Wednesday, October 05, 2005
Latinos of the Future?
Being of mixed ancestry (my father was Mexican-American, my mother was Irish-American) predisposes me to be sensitive to representations of race. Obviously the main-stream media rarely reflects my day-to-day life. This is something we all expect.
Still, sci-fi’s consistent exclusion of Latinos stings a bit too much. When I started this blog entry, I intended it to be a critique of sci-fi representations of Latinos. It turns out that I couldn’t even think of enough Latinos in mainstream sci-fi to fill the blog. Don't worry, though, I think highly enough of my opinion to fill plenty of space.
It baffles me that sci-fi so conspicuously excludes Latinos. According to these predications of the future, do we, as a people, simply stop existing? Did all of the Latinos in these alternate universes board a massive spaceship and leave earth behind?
It should come as no surprise that I am a huge nerd. Star Trek, Star Wars, comics, and really bad movies are all guilty, guilty, guilty pleasures in my world. Couldn’t they toss in a single Sanchez or Gonzalez into these things?
Yes, I know there are a few. Over the past two decades the mainstream media keeps “discovering” that Latinos actually account for a large percentage of the U.S. population. During these moments, we see a few blips of representations. Those images, however, are most often hasty creations that rarely last.

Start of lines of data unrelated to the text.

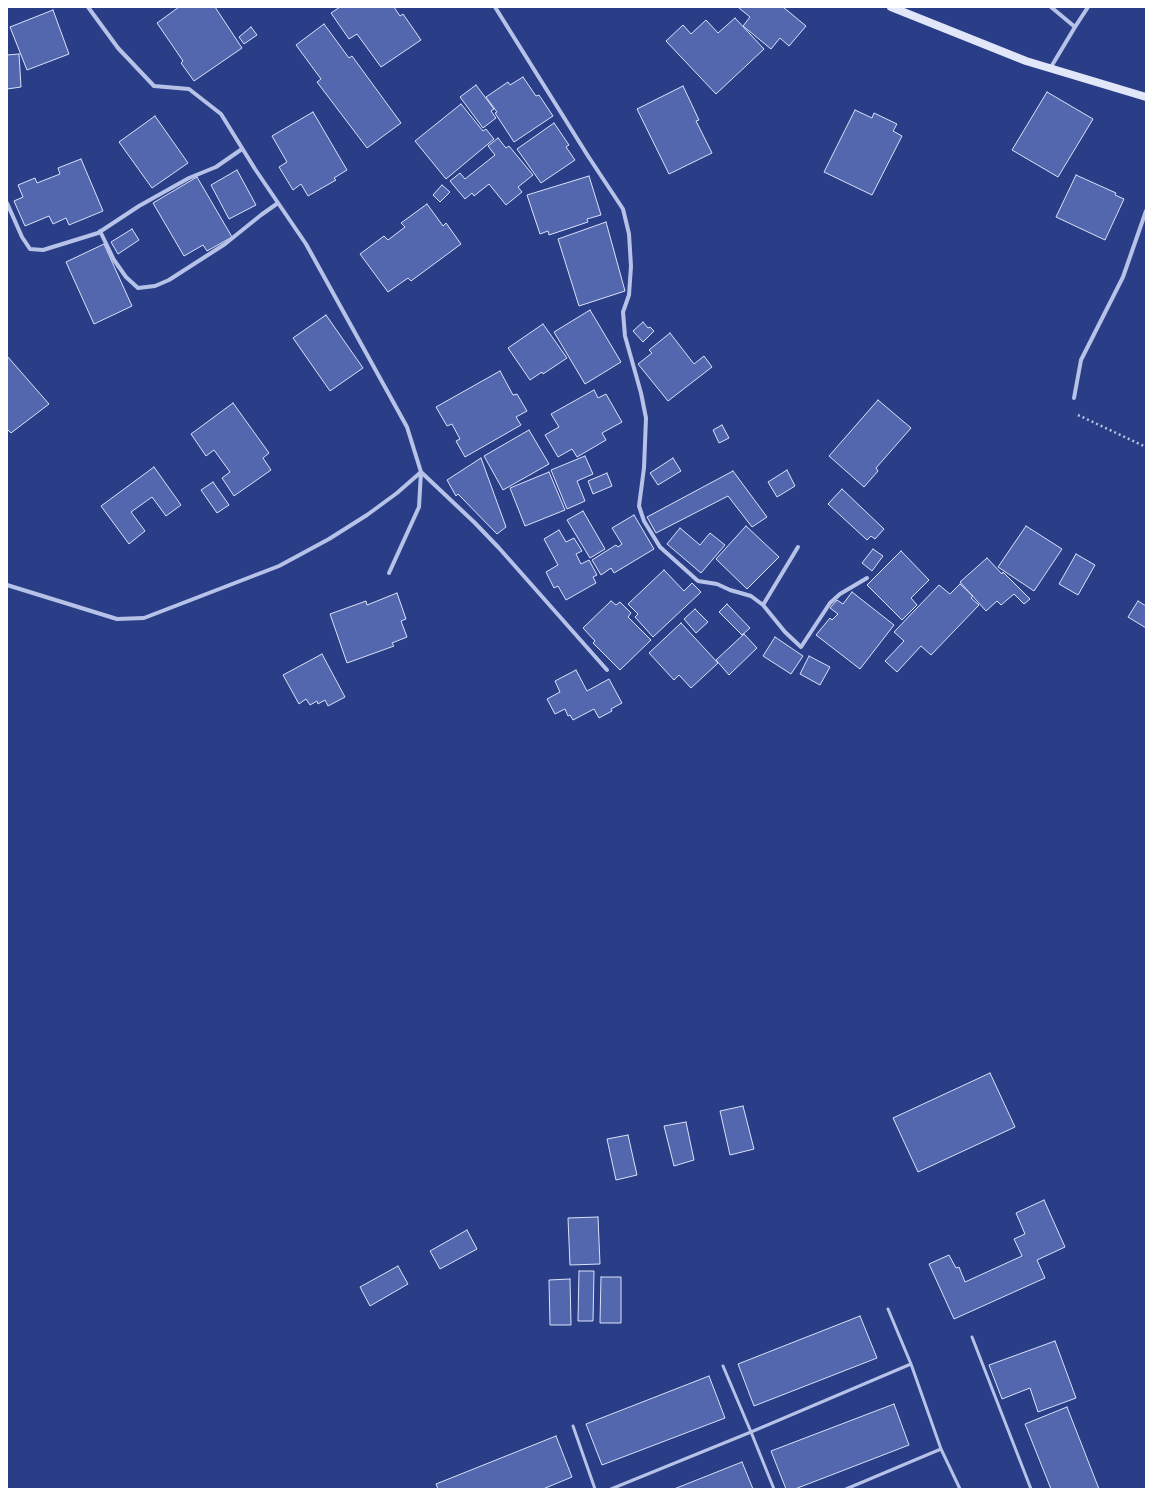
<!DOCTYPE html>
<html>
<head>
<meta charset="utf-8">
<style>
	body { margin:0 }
	#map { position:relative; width:1153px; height:1496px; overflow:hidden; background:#2a3e88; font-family:"PT Sans Narrow",sans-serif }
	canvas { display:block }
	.frame { position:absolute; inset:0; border:8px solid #fff; pointer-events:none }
</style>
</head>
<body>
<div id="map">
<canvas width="1153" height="1496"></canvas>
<div class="frame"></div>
</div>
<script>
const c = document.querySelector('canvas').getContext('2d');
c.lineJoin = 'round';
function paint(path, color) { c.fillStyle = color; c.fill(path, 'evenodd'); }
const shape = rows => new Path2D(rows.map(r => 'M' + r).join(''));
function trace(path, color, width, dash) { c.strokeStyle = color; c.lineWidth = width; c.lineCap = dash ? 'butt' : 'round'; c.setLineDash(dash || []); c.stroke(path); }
const building = shape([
	[179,7,215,7,242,48,194,81,181,63,183,61,157,23,179,7],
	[340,7,394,7,400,16,403,14,421,40,381,67,357,34,349,39,331,13,340,7],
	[740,7,783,7,806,26,789,46,780,38,771,49,743,26,750,17,739,8,740,7],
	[53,10,69,54,27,70,10,27,53,10],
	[735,18,764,49,716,94,666,41,683,25,691,34,706,20,718,33,735,18],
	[324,24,349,58,352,56,401,123,367,148,317,82,321,79,296,45,324,24],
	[251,27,257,35,244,44,239,37,251,27],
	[19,54,21,87,7,89,7,55,19,54],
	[523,77,536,96,539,95,553,116,514,142,495,113,497,112,486,97,508,82,510,85,523,77],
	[476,85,494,109,491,111,496,118,483,128,460,97,476,85],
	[683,86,699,120,696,121,712,153,669,174,637,109,683,86],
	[1047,92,1093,119,1058,177,1012,150,1047,92],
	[461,104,483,131,486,129,494,139,446,179,415,141,461,104],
	[855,110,872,118,874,113,897,124,893,131,902,136,872,195,824,172,855,110],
	[313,112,347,170,334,178,336,180,308,196,301,184,293,190,279,167,287,162,272,136,313,112],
	[155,116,188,163,152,188,119,142,155,116],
	[554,123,569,145,566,147,575,160,541,183,517,149,554,123],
	[498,138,506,148,509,146,533,175,518,187,522,192,506,205,489,184,474,196,472,193,465,199,450,181,460,173,465,179,495,155,488,146,498,138],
	[81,159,103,211,69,225,66,218,53,224,49,216,25,226,14,201,23,197,18,185,35,178,37,183,60,174,58,168,81,159],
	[237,170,256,205,229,219,211,185,237,170],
	[1076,175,1116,193,1115,195,1124,199,1105,240,1056,217,1076,175],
	[589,176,601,215,587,219,588,222,549,235,548,231,540,234,527,195,589,176],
	[197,177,232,237,207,251,203,245,184,256,153,203,197,177],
	[442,185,450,192,440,202,433,195,442,185],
	[427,204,443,226,446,223,461,244,411,281,408,278,388,292,360,254,384,236,388,240,405,227,401,223,427,204],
	[606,222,625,291,579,306,558,239,606,222],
	[132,229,139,240,118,254,111,242,132,229],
	[104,244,132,306,94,324,66,262,104,244],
	[590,310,621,362,585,384,554,332,590,310],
	[326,315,363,368,330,391,293,338,326,315],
	[643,322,648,328,650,327,654,331,643,342,633,331,643,322],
	[543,324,567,358,543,374,542,372,530,380,508,348,543,324],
	[670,333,694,364,704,356,712,367,668,401,638,364,652,353,649,350,670,333],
	[7,356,49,404,11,433,7,429,7,356],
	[500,371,513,395,517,394,527,411,516,417,521,425,465,457,456,441,460,439,452,424,447,426,436,407,500,371],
	[594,390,598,398,606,394,622,422,602,433,606,440,577,457,572,449,558,457,545,435,559,427,551,414,594,390],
	[878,400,911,428,876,468,878,471,864,487,829,456,878,400],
	[233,403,269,453,263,458,271,470,234,496,222,478,230,472,214,450,206,456,191,434,233,403],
	[722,425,729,438,719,443,713,430,722,425],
	[529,430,549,464,503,490,484,456,529,430],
	[585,456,593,474,577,481,585,501,567,509,551,470,585,456],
	[481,458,506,527,497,534,458,494,456,496,447,480,481,458],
	[673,458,681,471,658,485,650,473,673,458],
	[154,467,181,505,166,516,152,497,131,512,145,531,129,544,101,506,154,467],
	[787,470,795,486,777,497,768,482,787,470],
	[733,471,767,517,752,527,728,496,656,533,647,517,733,471],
	[549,472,565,510,525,526,510,488,549,472],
	[607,473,612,486,593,494,588,481,607,473],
	[213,482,229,505,217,513,201,490,213,482],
	[842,489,884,529,875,539,871,536,867,540,828,504,842,489],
	[583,511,605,549,590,558,567,520,583,511],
	[634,515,654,549,614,573,611,568,601,575,592,560,616,545,618,547,622,544,612,528,634,515],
	[746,526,779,557,747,589,716,559,746,526],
	[1026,526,1062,549,1034,591,998,567,1026,526],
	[680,528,700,545,710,533,725,545,701,573,667,544,680,528],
	[559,530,566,542,574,538,582,551,576,554,581,564,589,560,597,575,593,577,596,583,566,600,558,586,554,588,546,572,558,565,544,539,559,530],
	[873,549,883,556,872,571,862,563,873,549],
	[901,551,929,580,911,598,917,605,902,620,867,585,901,551],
	[1076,554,1095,565,1078,595,1059,584,1076,554],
	[987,558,1002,574,1003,572,1030,599,1024,604,1014,594,1001,605,997,601,986,611,960,582,987,558],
	[664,570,684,591,692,583,701,592,653,637,635,617,638,614,628,604,664,570],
	[960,584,973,596,971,598,979,605,931,655,921,646,897,672,885,661,904,641,894,632,939,585,950,594,960,584],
	[852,592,894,625,860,669,816,635,830,618,832,620,838,614,830,608,837,600,843,604,852,592],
	[397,593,406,619,401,621,407,637,392,643,394,646,347,663,330,614,366,601,367,605,397,593],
	[611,601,616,605,620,602,631,613,628,617,651,640,620,670,593,643,595,641,583,628,611,601],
	[1138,601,1146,606,1146,628,1128,617,1138,601],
	[727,604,750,628,742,635,719,612,727,604],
	[695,609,708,622,696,633,684,619,695,609],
	[681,623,718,663,691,688,679,675,674,680,649,653,681,623],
	[744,634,757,648,729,675,716,660,744,634],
	[775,637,803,656,791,674,763,656,775,637],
	[322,654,345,697,328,706,325,700,318,704,317,701,310,705,306,699,299,704,283,675,322,654],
	[809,656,830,667,820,685,800,674,809,656],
	[576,670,587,691,609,679,622,703,611,709,612,711,599,718,594,709,573,720,570,715,568,716,565,709,555,714,547,699,560,692,555,681,576,670],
	[990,1073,1015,1127,918,1172,893,1118,990,1073],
	[743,1106,754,1149,730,1155,720,1111,743,1106],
	[686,1122,694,1160,674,1166,664,1126,686,1122],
	[628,1135,637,1175,616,1180,607,1139,628,1135],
	[1044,1200,1065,1247,1037,1260,1045,1278,954,1319,929,1264,949,1255,956,1268,959,1267,965,1282,1022,1256,1014,1239,1025,1234,1016,1213,1044,1200],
	[598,1217,600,1264,570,1265,568,1218,598,1217],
	[467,1230,477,1249,440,1269,430,1251,467,1230],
	[398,1266,408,1284,370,1306,360,1287,398,1266],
	[579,1271,594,1271,593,1321,578,1321,579,1271],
	[601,1277,621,1277,621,1323,600,1323,601,1277],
	[570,1279,571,1325,550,1325,549,1280,570,1279],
	[860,1316,877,1358,754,1406,738,1364,860,1316],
	[1055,1341,1076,1398,1038,1412,1030,1388,1002,1399,989,1365,1055,1341],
	[709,1376,725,1418,602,1465,586,1424,709,1376],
	[894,1404,909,1445,795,1489,786,1489,771,1451,894,1404],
	[1067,1407,1099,1489,1051,1489,1025,1424,1067,1407],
	[556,1436,572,1477,543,1489,438,1489,436,1484,556,1436],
	[742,1462,753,1489,674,1489,742,1462]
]);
paint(building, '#5367af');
trace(building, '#dbe1f7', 1);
trace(shape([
	[1078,415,1146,447]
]), '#b7c2e8', 2.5, [2, 3]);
trace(shape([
	[888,1309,911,1364,941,1449,960,1489],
	[972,1337,1031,1489],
	[723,1366,751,1432,774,1489],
	[573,1426,595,1489],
	[611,1489,751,1432,911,1364],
	[846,1489,941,1449]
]), '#b7c2e8', 3);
trace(shape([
	[88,7,118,48,154,86,189,89,221,114,255,169,306,244,407,427,421,472,419,507,389,573],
	[495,7,588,156,623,209,629,234,631,266,629,295,623,312,625,336,641,393,646,418,644,468,639,506,644,521,660,547,698,581,717,584,730,590,751,596,763,605,785,632,801,647,830,603,840,594,867,578],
	[1051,7,1075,27],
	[1051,67,1075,27,1088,7],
	[7,203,22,237,30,249,43,250,98,233,139,206,189,178,216,167,242,149],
	[100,231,114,260,126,277,138,288,155,286,169,280,225,244,261,215,278,203],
	[1074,398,1081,360,1123,277,1146,211],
	[7,585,117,619,144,618,279,566,329,539,367,515,397,493,421,472,475,523,499,548,607,670],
	[763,605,798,547]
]), '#b7c2e8', 4);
trace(shape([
	[891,7,1026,61,1146,97]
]), '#e1e6f8', 8);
</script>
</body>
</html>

Marvel, for instance, created the comic character “Firebird” during one of these moments of Latino “celebration.” What was her story? Why was she named after a badly built car?
Well, Bonita Juarez grew up in New Mexico (this, I like). One day, a comet hit Juarez while she was wondering in the desert. I can’t say that I spent much time mindlessly roaming through New Mexico’s desert in my twenty years there. Apparently this is how Juarez enjoyed spending her free time, ultimately leading to her super powers.
If Marvel really wanted to be political, they would have made her poisoned from all the federal government’s nuclear testing in New Mexico’s deserts. This might have at least explained her unfortunate fire-engine red face. Regardless, with newly imbued comet-powers, she joined an X-Men knock-off group called the “Texas Rangers.”
I don’t like to moan, but why would someone living in New Mexico join the “Texas Rangers?” Not to mention that the real-life Texas Rangers brutally harassed and murdered thousands of Mexican Americans along the border in the past century. Wouldn't a Latina superhero, therefore, bristle at joining a group called the “Texas Rangers?” Seemingly Juarez was willing to let bygones be bygones.
Juarez, like every other minority superhero character ever-ever, worked as a social worker by day. Superman got to be a reporter. Wonder Woman got to be in the navy and, later, the UN. Batman lived off of his wealth. Minority comic characters, though, are always tied to the ghetto and are always playing the "good role" of social worker.
What’s that you say? “GayProf,” you cry out, “I never even heard of Firebird.” Don’t fret, you aren’t alone. Only the most die-hard comic fans would ever know her story. Indeed, I didn’t know she existed until I was bemoaning the lack of Latino superheroes during my childhood. A hyper-comic-collector friend of mine offered Firebird as a (the only?) 1980s option. The problem is, though, she never seemed to do anything beyond existing. Just try to find a comic featuring Firebird. Go on -- I dare you. Firebird pledged her life to helping the people of the Southwest and then promptly disappeared from comic-book racks across the nation.
How about television, you ask? Star Trek, despite its claims of a rosy, multi-culture future, rarely included Latino characters. Only Star Trek Voyager offered a few Latino actors as constant figures. Yet, as they gave with one hand, they took away with the other.
When I whine about the lack of Latinos in Star Trek (and I whine about this often), many of my friends instantly name Chakotay. While it is true that Robert Beltrain is a real-life Mexican-American actor, Chakotay (the character) was Native American (not Latino). We won’t even delve into the fact that the show couldn’t seem to name Chakotay’s origins (at different times hinting he was Pueblo, Cherokee, Apache, and/or Navajo). For the purposes of the U.S. Census, though, Chakotay would not technically qualify as “Latino.”
Then there was B’Elanna Torres. Gee, no racial problems with this character. Her mother was Klingon, her father was human/Latino. So, we still don’t get a character that is just Latino. Her Latino father, moreover, abandoned B’Elanna when she was a child. As a result, we are told, B'Elanna and her mother had to subsist using space food stamps. Torres grew up hating every aspect of her human/Latino heritage. What a great message for the kids! Didn’t Daniel Patrick Moynihan use B’Elanna as one of his cases in his racist report “The Intergalactic Latino Family: The Case for National Action?” Thank you, Star Trek. You are a true friend of the Latino people.
So, I call on you, dear readers. Are there positive images of Latinos in sci-fi out there? Am I just missing them? I will take anything -- comics, films, tv (No, Jimmy Smits playing Bail Organa does not count. I hate to be picky, but in the Star-Wars universe, Organa was Alderaanion, not Latino). I will give bonus points if you can also name positive images of gay Latinos in mainstream media. Triple points to the person who can name images of gay Latinos in sci-fi.